In August German IP fell by 1.2% marking declines in two of the last three months. Last month's 1.2% gain is offset by this month's 1.2% drop. Consumer goods and capital goods output both fell in August; intermediate goods output was flat.
Over three months, output is lower in all three sectors. Over six months overall output is lower and output is lower in capital goods and in intermediate goods. Over 12-months output is higher overall and in each sector. Total output, the output of capital goods and of intermediate goods shows sequential weakness, with weakness more pronounced over more recent periods.
Despite the weakness over three-and six-months, in the quarter-to-date overall IP and all sectors except intermediate goods are showing gains in this period.
Construction is down in August and is lower in two of the last three months. It too is showing sequential weakness and is lower in the quarter-to-date.

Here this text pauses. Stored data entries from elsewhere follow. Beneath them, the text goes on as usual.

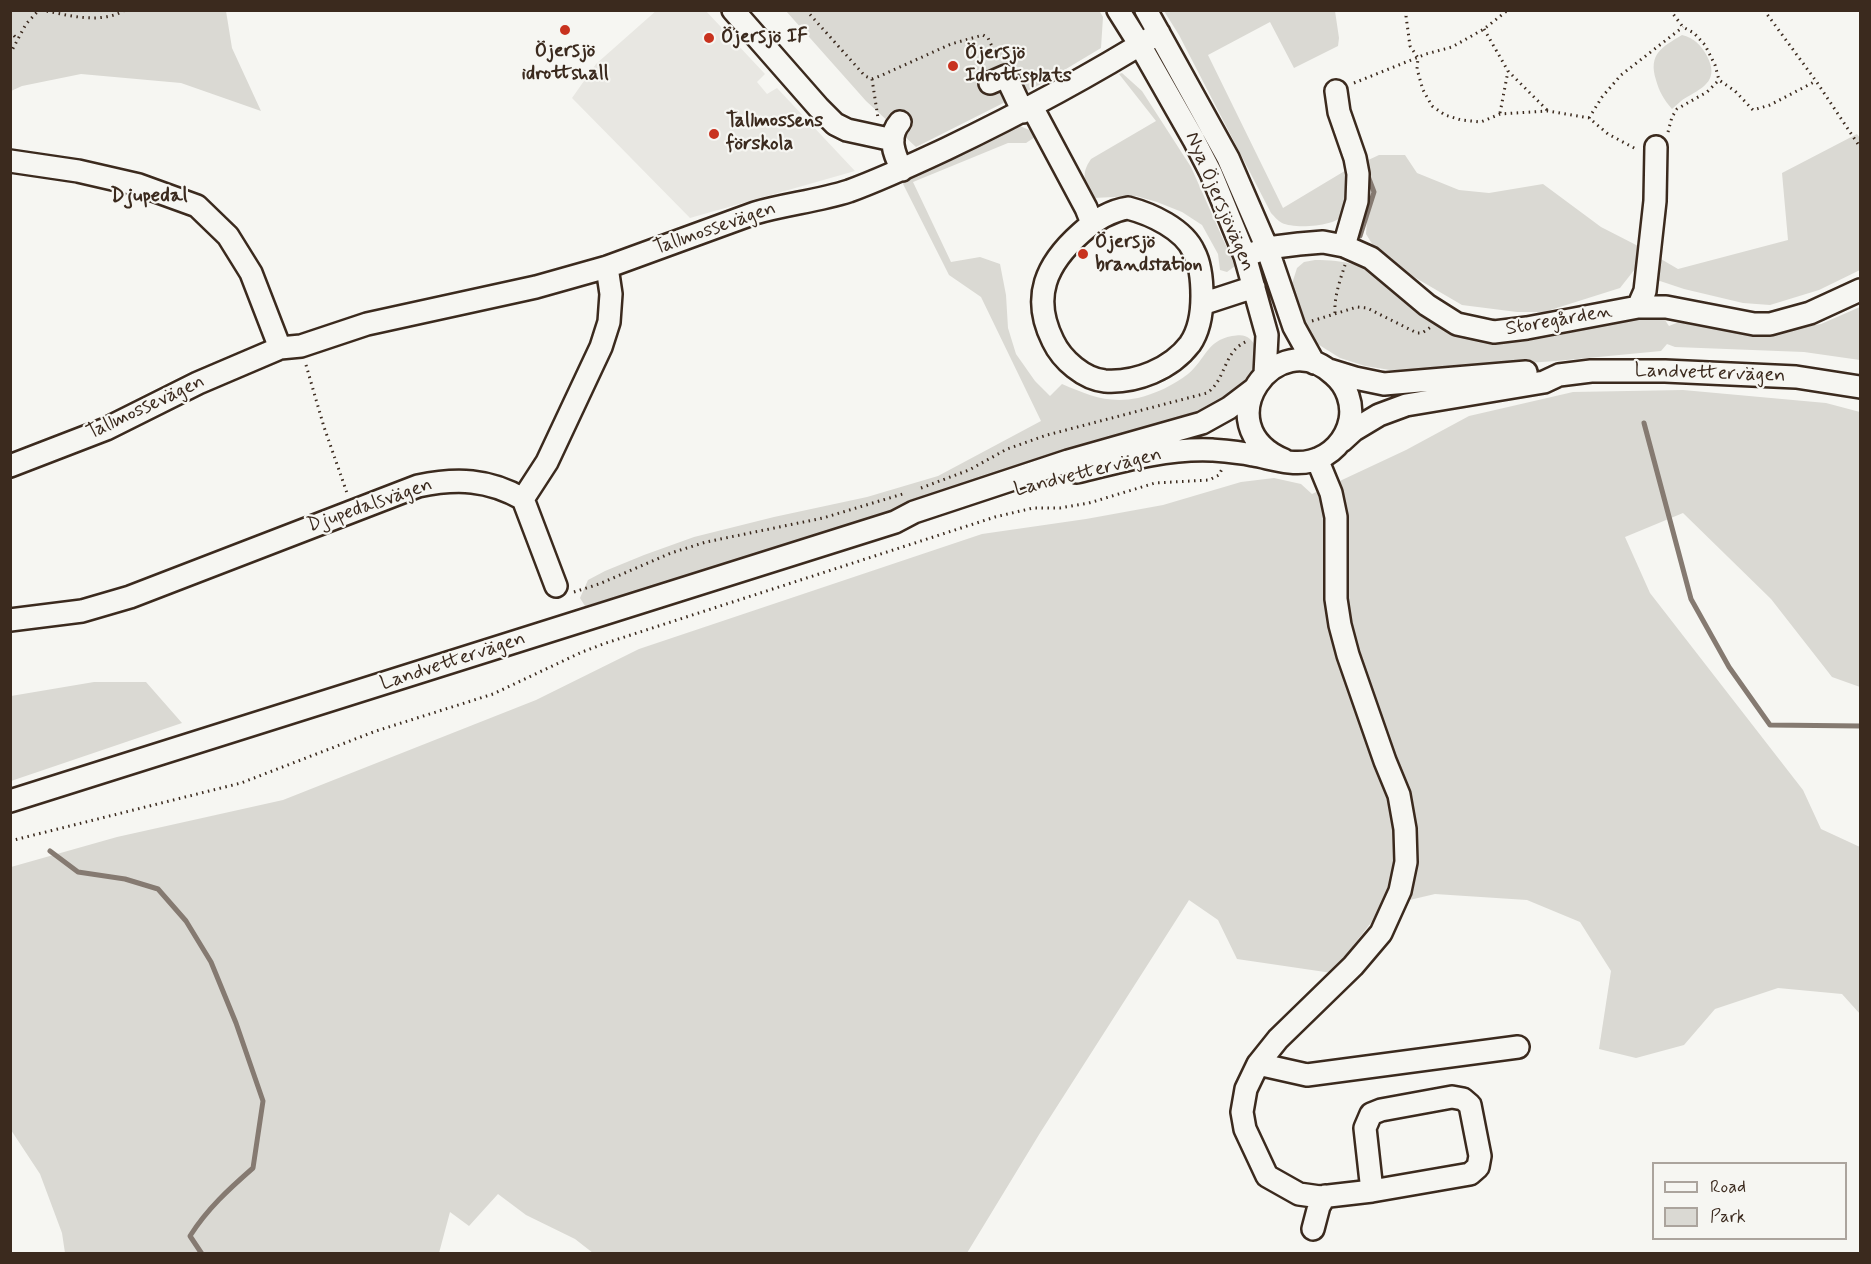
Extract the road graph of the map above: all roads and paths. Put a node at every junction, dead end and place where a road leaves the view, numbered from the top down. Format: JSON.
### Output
{"nodes":[{"id":1,"x":40,"y":10,"type":"edge"},
{"id":2,"x":125,"y":10,"type":"edge"},
{"id":3,"x":733,"y":10,"type":"edge"},
{"id":4,"x":806,"y":10,"type":"edge"},
{"id":5,"x":1118,"y":10,"type":"edge"},
{"id":6,"x":1146,"y":10,"type":"edge"},
{"id":7,"x":1407,"y":10,"type":"edge"},
{"id":8,"x":1508,"y":10,"type":"edge"},
{"id":9,"x":1670,"y":10,"type":"edge"},
{"id":10,"x":1764,"y":10,"type":"edge"},
{"id":11,"x":1683,"y":27,"type":"junction"},
{"id":12,"x":1484,"y":29,"type":"junction"},
{"id":13,"x":10,"y":32,"type":"edge"},
{"id":14,"x":1160,"y":33,"type":"junction"},
{"id":15,"x":18,"y":39,"type":"junction"},
{"id":16,"x":1140,"y":45,"type":"junction"},
{"id":17,"x":10,"y":54,"type":"edge"},
{"id":18,"x":1418,"y":58,"type":"junction"},
{"id":19,"x":1508,"y":71,"type":"junction"},
{"id":20,"x":1003,"y":76,"type":"joint"},
{"id":21,"x":872,"y":79,"type":"junction"},
{"id":22,"x":1719,"y":80,"type":"junction"},
{"id":23,"x":1816,"y":81,"type":"junction"},
{"id":24,"x":1336,"y":91,"type":"joint"},
{"id":25,"x":1028,"y":110,"type":"junction"},
{"id":26,"x":1548,"y":111,"type":"junction"},
{"id":27,"x":1500,"y":114,"type":"junction"},
{"id":28,"x":1589,"y":118,"type":"junction"},
{"id":29,"x":891,"y":133,"type":"junction"},
{"id":30,"x":1656,"y":147,"type":"junction"},
{"id":31,"x":1860,"y":147,"type":"edge"},
{"id":32,"x":10,"y":161,"type":"edge"},
{"id":33,"x":902,"y":170,"type":"junction"},
{"id":34,"x":1092,"y":223,"type":"junction"},
{"id":35,"x":1347,"y":247,"type":"junction"},
{"id":36,"x":1267,"y":248,"type":"junction"},
{"id":37,"x":1245,"y":256,"type":"junction"},
{"id":38,"x":607,"y":267,"type":"junction"},
{"id":39,"x":1254,"y":287,"type":"junction"},
{"id":40,"x":1860,"y":290,"type":"edge"},
{"id":41,"x":1202,"y":304,"type":"junction"},
{"id":42,"x":1638,"y":307,"type":"junction"},
{"id":43,"x":1335,"y":313,"type":"junction"},
{"id":44,"x":1444,"y":316,"type":"junction"},
{"id":45,"x":1303,"y":324,"type":"dead end"},
{"id":46,"x":1253,"y":339,"type":"dead end"},
{"id":47,"x":291,"y":346,"type":"junction"},
{"id":48,"x":1321,"y":366,"type":"junction"},
{"id":49,"x":1558,"y":375,"type":"junction"},
{"id":50,"x":1259,"y":382,"type":"junction"},
{"id":51,"x":1860,"y":387,"type":"edge"},
{"id":52,"x":1207,"y":393,"type":"junction"},
{"id":53,"x":1217,"y":415,"type":"junction"},
{"id":54,"x":1341,"y":442,"type":"junction"},
{"id":55,"x":1224,"y":451,"type":"junction"},
{"id":56,"x":1317,"y":459,"type":"junction"},
{"id":57,"x":1284,"y":460,"type":"junction"},
{"id":58,"x":10,"y":466,"type":"edge"},
{"id":59,"x":920,"y":488,"type":"dead end"},
{"id":60,"x":911,"y":492,"type":"dead end"},
{"id":61,"x":523,"y":499,"type":"junction"},
{"id":62,"x":353,"y":510,"type":"junction"},
{"id":63,"x":895,"y":522,"type":"junction"},
{"id":64,"x":556,"y":586,"type":"joint"},
{"id":65,"x":10,"y":620,"type":"edge"},
{"id":66,"x":10,"y":801,"type":"edge"},
{"id":67,"x":10,"y":841,"type":"edge"},
{"id":68,"x":1518,"y":1047,"type":"dead end"},
{"id":69,"x":1258,"y":1064,"type":"junction"},
{"id":70,"x":1372,"y":1191,"type":"junction"},
{"id":71,"x":1325,"y":1196,"type":"junction"},
{"id":72,"x":1313,"y":1229,"type":"dead end"}],
"edges":[{"from":1,"to":2,"type":"path"},
{"from":1,"to":15,"type":"path"},
{"from":3,"to":29,"type":"street"},
{"from":4,"to":21,"type":"path"},
{"from":5,"to":16,"type":"street","name":"Nya Öjersjövägen"},
{"from":6,"to":14,"type":"street","name":"Nya Öjersjövägen"},
{"from":7,"to":18,"type":"path"},
{"from":8,"to":12,"type":"path"},
{"from":9,"to":11,"type":"path"},
{"from":10,"to":23,"type":"path"},
{"from":11,"to":22,"type":"path"},
{"from":11,"to":28,"type":"path"},
{"from":12,"to":18,"type":"path"},
{"from":12,"to":19,"type":"path"},
{"from":13,"to":15,"type":"path"},
{"from":14,"to":16,"type":"street","name":"Tallmossevägen"},
{"from":14,"to":36,"type":"street","name":"Nya Öjersjövägen"},
{"from":15,"to":17,"type":"path"},
{"from":16,"to":25,"type":"street","name":"Tallmossevägen"},
{"from":16,"to":37,"type":"street","name":"Nya Öjersjövägen"},
{"from":18,"to":24,"type":"path"},
{"from":18,"to":27,"type":"path"},
{"from":19,"to":26,"type":"path"},
{"from":19,"to":27,"type":"path"},
{"from":20,"to":21,"type":"path"},
{"from":20,"to":25,"type":"street"},
{"from":21,"to":29,"type":"path"},
{"from":22,"to":23,"type":"path"},
{"from":22,"to":30,"type":"path"},
{"from":23,"to":31,"type":"path"},
{"from":24,"to":35,"type":"street"},
{"from":25,"to":33,"type":"street","name":"Tallmossevägen"},
{"from":25,"to":34,"type":"street"},
{"from":26,"to":27,"type":"path"},
{"from":26,"to":28,"type":"path"},
{"from":28,"to":30,"type":"path"},
{"from":29,"to":33,"type":"street"},
{"from":30,"to":42,"type":"street","name":"Storegården"},
{"from":32,"to":47,"type":"street"},
{"from":33,"to":38,"type":"street","name":"Tallmossevägen"},
{"from":34,"to":41,"type":"street"},
{"from":34,"to":41,"type":"street"},
{"from":35,"to":36,"type":"street","name":"Storegården"},
{"from":35,"to":43,"type":"path"},
{"from":35,"to":44,"type":"street","name":"Storegården"},
{"from":36,"to":37,"type":"street","name":"Storegården"},
{"from":36,"to":48,"type":"street","name":"Nya Öjersjövägen"},
{"from":37,"to":39,"type":"street","name":"Nya Öjersjövägen"},
{"from":38,"to":47,"type":"street","name":"Tallmossevägen"},
{"from":38,"to":61,"type":"street"},
{"from":39,"to":41,"type":"street"},
{"from":39,"to":50,"type":"street","name":"Nya Öjersjövägen"},
{"from":40,"to":42,"type":"street"},
{"from":42,"to":44,"type":"street","name":"Storegården"},
{"from":43,"to":44,"type":"path"},
{"from":43,"to":45,"type":"path"},
{"from":46,"to":52,"type":"path"},
{"from":47,"to":58,"type":"street","name":"Tallmossevägen"},
{"from":47,"to":62,"type":"path"},
{"from":48,"to":49,"type":"street","name":"Landvettervägen"},
{"from":48,"to":50,"type":"street","name":"Landvettervägen"},
{"from":48,"to":54,"type":"street"},
{"from":49,"to":51,"type":"street","name":"Landvettervägen"},
{"from":49,"to":54,"type":"street","name":"Landvettervägen"},
{"from":50,"to":53,"type":"street","name":"Landvettervägen"},
{"from":50,"to":57,"type":"street"},
{"from":52,"to":53,"type":"path"},
{"from":52,"to":59,"type":"path"},
{"from":53,"to":63,"type":"street","name":"Landvettervägen"},
{"from":54,"to":56,"type":"street","name":"Landvettervägen"},
{"from":55,"to":57,"type":"street","name":"Landvettervägen"},
{"from":55,"to":63,"type":"street","name":"Landvettervägen"},
{"from":55,"to":67,"type":"path"},
{"from":56,"to":57,"type":"street","name":"Landvettervägen"},
{"from":56,"to":69,"type":"street"},
{"from":60,"to":64,"type":"path"},
{"from":61,"to":62,"type":"street","name":"Djupedalsvägen"},
{"from":61,"to":64,"type":"street"},
{"from":62,"to":65,"type":"street","name":"Djupedalsvägen"},
{"from":63,"to":66,"type":"street","name":"Landvettervägen"},
{"from":68,"to":69,"type":"street"},
{"from":69,"to":71,"type":"street"},
{"from":70,"to":70,"type":"street"},
{"from":70,"to":71,"type":"street"},
{"from":71,"to":72,"type":"street"}]}
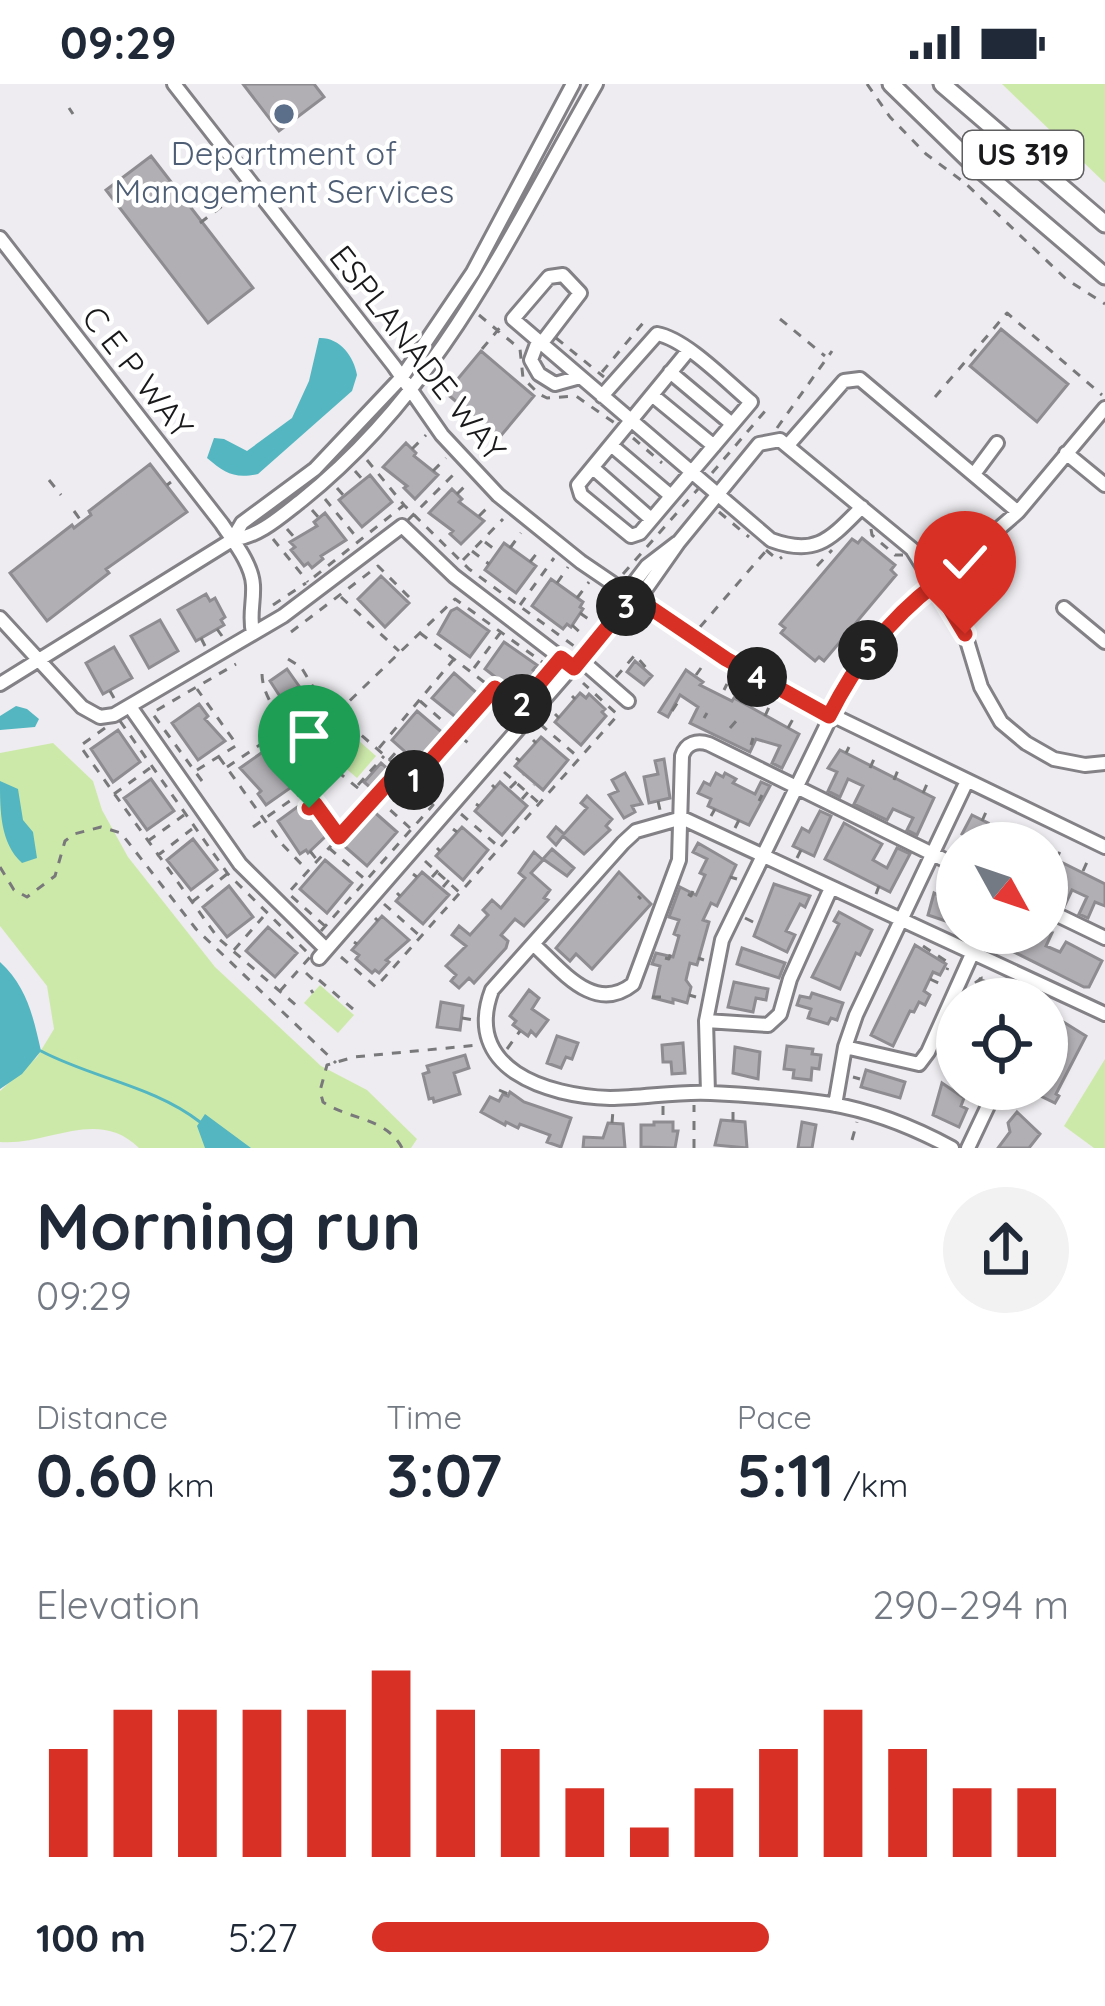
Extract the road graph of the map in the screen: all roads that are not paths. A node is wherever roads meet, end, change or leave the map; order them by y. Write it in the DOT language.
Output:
graph roads {
  1 [pos="174,84"];
  2 [pos="891,84"];
  3 [pos="942,84"];
  4 [pos="570,85"];
  5 [pos="593,90"];
  6 [pos="1105,224"];
  7 [pos="0,238"];
  8 [pos="1105,276"];
  9 [pos="543,339"];
  10 [pos="688,351"];
  11 [pos="670,372"];
  12 [pos="402,377"];
  13 [pos="580,377"];
  14 [pos="411,391"];
  15 [pos="652,394"];
  16 [pos="602,396"];
  17 [pos="1104,401"];
  18 [pos="732,424"];
  19 [pos="627,425"];
  20 [pos="997,443"];
  21 [pos="611,445"];
  22 [pos="714,446"];
  23 [pos="788,446"];
  24 [pos="1066,453"];
  25 [pos="593,468"];
  26 [pos="974,474"];
  27 [pos="687,477"];
  28 [pos="1105,485"];
  29 [pos="670,496"];
  30 [pos="713,498"];
  31 [pos="859,511"];
  32 [pos="1018,512"];
  33 [pos="651,519"];
  34 [pos="232,540"];
  35 [pos="935,584"];
  36 [pos="633,596"];
  37 [pos="1064,608"];
  38 [pos="0,618"];
  39 [pos="253,634"];
  40 [pos="1105,642"];
  41 [pos="38,659"];
  42 [pos="577,664"];
  43 [pos="0,684"];
  44 [pos="628,701"];
  45 [pos="131,708"];
  46 [pos="829,716"];
  47 [pos="1105,763"];
  48 [pos="967,781"];
  49 [pos="794,788"];
  50 [pos="682,818"];
  51 [pos="1105,847"];
  52 [pos="762,854"];
  53 [pos="932,854"];
  54 [pos="936,856"];
  55 [pos="831,888"];
  56 [pos="900,920"];
  57 [pos="1068,920"];
  58 [pos="936,937"];
  59 [pos="1105,938"];
  60 [pos="534,944"];
  61 [pos="972,954"];
  62 [pos="1014,978"];
  63 [pos="1068,1001"];
  64 [pos="1104,1011"];
  65 [pos="706,1022"];
  66 [pos="845,1047"];
  67 [pos="708,1093"];
  68 [pos="835,1105"];
  69 [pos="986,1110"];
  70 [pos="952,1148"];
  71 [pos="968,1148"];
  1 -- 12 [label="street, ESPLANADE WAY"];
  2 -- 8 [label="main road, US 319"];
  3 -- 6 [label="main road, US 319"];
  4 -- 5 [label="street"];
  4 -- 12 [label="street"];
  5 -- 14 [label="street"];
  7 -- 34 [label="street, C E P WAY"];
  9 -- 9 [label="street"];
  9 -- 13 [label="street"];
  9 -- 13 [label="street"];
  10 -- 11 [label="street"];
  10 -- 16 [label="street"];
  10 -- 18 [label="street"];
  11 -- 15 [label="street"];
  11 -- 18 [label="street"];
  12 -- 14 [label="street, ESPLANADE WAY"];
  12 -- 34 [label="street"];
  13 -- 16 [label="street"];
  14 -- 34 [label="street"];
  14 -- 36 [label="street, ESPLANADE WAY"];
  15 -- 19 [label="street"];
  15 -- 22 [label="street"];
  16 -- 19 [label="street"];
  17 -- 24 [label="street"];
  18 -- 22 [label="street"];
  19 -- 21 [label="street"];
  19 -- 27 [label="street"];
  20 -- 26 [label="street"];
  21 -- 25 [label="street"];
  21 -- 29 [label="street"];
  22 -- 27 [label="street"];
  23 -- 26 [label="street"];
  23 -- 30 [label="street"];
  23 -- 31 [label="street"];
  24 -- 28 [label="street"];
  24 -- 32 [label="street"];
  25 -- 33 [label="street"];
  25 -- 33 [label="street"];
  26 -- 32 [label="street"];
  27 -- 29 [label="street"];
  27 -- 30 [label="street"];
  29 -- 33 [label="street"];
  30 -- 31 [label="street"];
  30 -- 36 [label="street"];
  31 -- 35 [label="street"];
  32 -- 35 [label="street"];
  34 -- 39 [label="street, C E P WAY"];
  34 -- 41 [label="street"];
  35 -- 46 [label="street"];
  35 -- 47 [label="street"];
  36 -- 42 [label="street"];
  36 -- 46 [label="street, ESPLANADE WAY"];
  37 -- 40 [label="street"];
  38 -- 41 [label="street"];
  39 -- 42 [label="street"];
  39 -- 45 [label="street"];
  41 -- 43 [label="street"];
  41 -- 45 [label="street"];
  42 -- 44 [label="street"];
  42 -- 45 [label="street"];
  46 -- 48 [label="street, ESPLANADE WAY"];
  46 -- 49 [label="street"];
  48 -- 51 [label="street, ESPLANADE WAY"];
  48 -- 53 [label="street"];
  49 -- 50 [label="street"];
  49 -- 52 [label="street"];
  49 -- 53 [label="street"];
  50 -- 52 [label="street"];
  50 -- 60 [label="street"];
  50 -- 60 [label="street"];
  52 -- 55 [label="street"];
  52 -- 65 [label="street"];
  53 -- 54 [label="street"];
  53 -- 56 [label="street"];
  55 -- 56 [label="street"];
  55 -- 65 [label="street"];
  56 -- 58 [label="street"];
  56 -- 66 [label="street"];
  57 -- 59 [label="street"];
  60 -- 67 [label="street"];
  61 -- 62 [label="street"];
  61 -- 66 [label="street"];
  63 -- 64 [label="street"];
  65 -- 67 [label="street"];
  66 -- 68 [label="street"];
  67 -- 68 [label="street"];
  68 -- 70 [label="street"];
  69 -- 71 [label="street"];
}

Manufacturing as a whole is down by 1.1% in August and lower in two of the last three months. There is sequential weakness in MFG and MFG output is falling in the quarter-to-date. MFG output rightly parrots MFG orders which are also very weak and substantially weaker in the most recent months.
Three early reporters in EMU Spain, Ireland, and Portugal show somewhat better strength than Germany. Spain shows output up in August and up in each of the last three months. Ireland and Portugal each show output lower in August, up in July, and falling in June. Still their sequential strength is quite solid except for Portugal which is showing a net decline in output over three-months. All three countries show gains in the quarter-to-date.
German IP echoes the conditions of weakness for orders where developing country weakness and especially weakness in China have been impacting orders. Just yesterday the IMF trimmed its global outlook again. We are deep into an economic recovery that has not had much in the way of normal recovery growth or even ordinary trend growth. Still the recovery is showing signs of weakening. The proximate cause is weakness in commodity prices which hits developing economies and boomerangs to slow exports from the most industrialized countries.
Today Japan reported its lowest LEI value since May of 2014. There are no signs of any sort of turn-around. The global economy appears to be in the midst of another downdraft. It is too early to tell how severe it will be. But it catches the developing economies not yet having remedied their reliance on fiscal spending and with monetary measures seeming to be on their last legs. If weakness does cumulate it will come at one of the worst times possible. I think fiscal policy is still a tool that could be used but it is out of favor and if it is used it will be as a last resort. Moreover, it is likely to be less effective because of competitiveness problems.
Exchange rate misalignment is responsible for many of the global ills. Too much output has come from China and Asia where workers are low-paid and have a high savings rate. As a result this shift in the location of income generation lowers the global (growth) multiplier. In the West, nations are less competitive as a rule and income growth has lagged there where the propensity to spend and the (growth) multiplier is the highest. China's development in particular was supported by a too-weak exchange rate and has created dislocations. And with production in Asia still cheaper than in the West, firms are reluctant to reinvest in the West-extending the weakness. Fiscal policy spending will not remedy this. A vicious circle of sort has been set in motion. Let me throw in a reminder that the US has been in a nearly constant current account deficit since the early 1980s- a period of nearly 35 years. Nations have neglected misaligned exchange rates for a long time. In the US it has made no difference, under Republicans or under Democrats it has been the same thing. There is no realization of what damage misaligned exchange rates are doing to the global economy. Until this is fixed, fiscal and monetary policy solutions are straws in the wind not solutions in the works.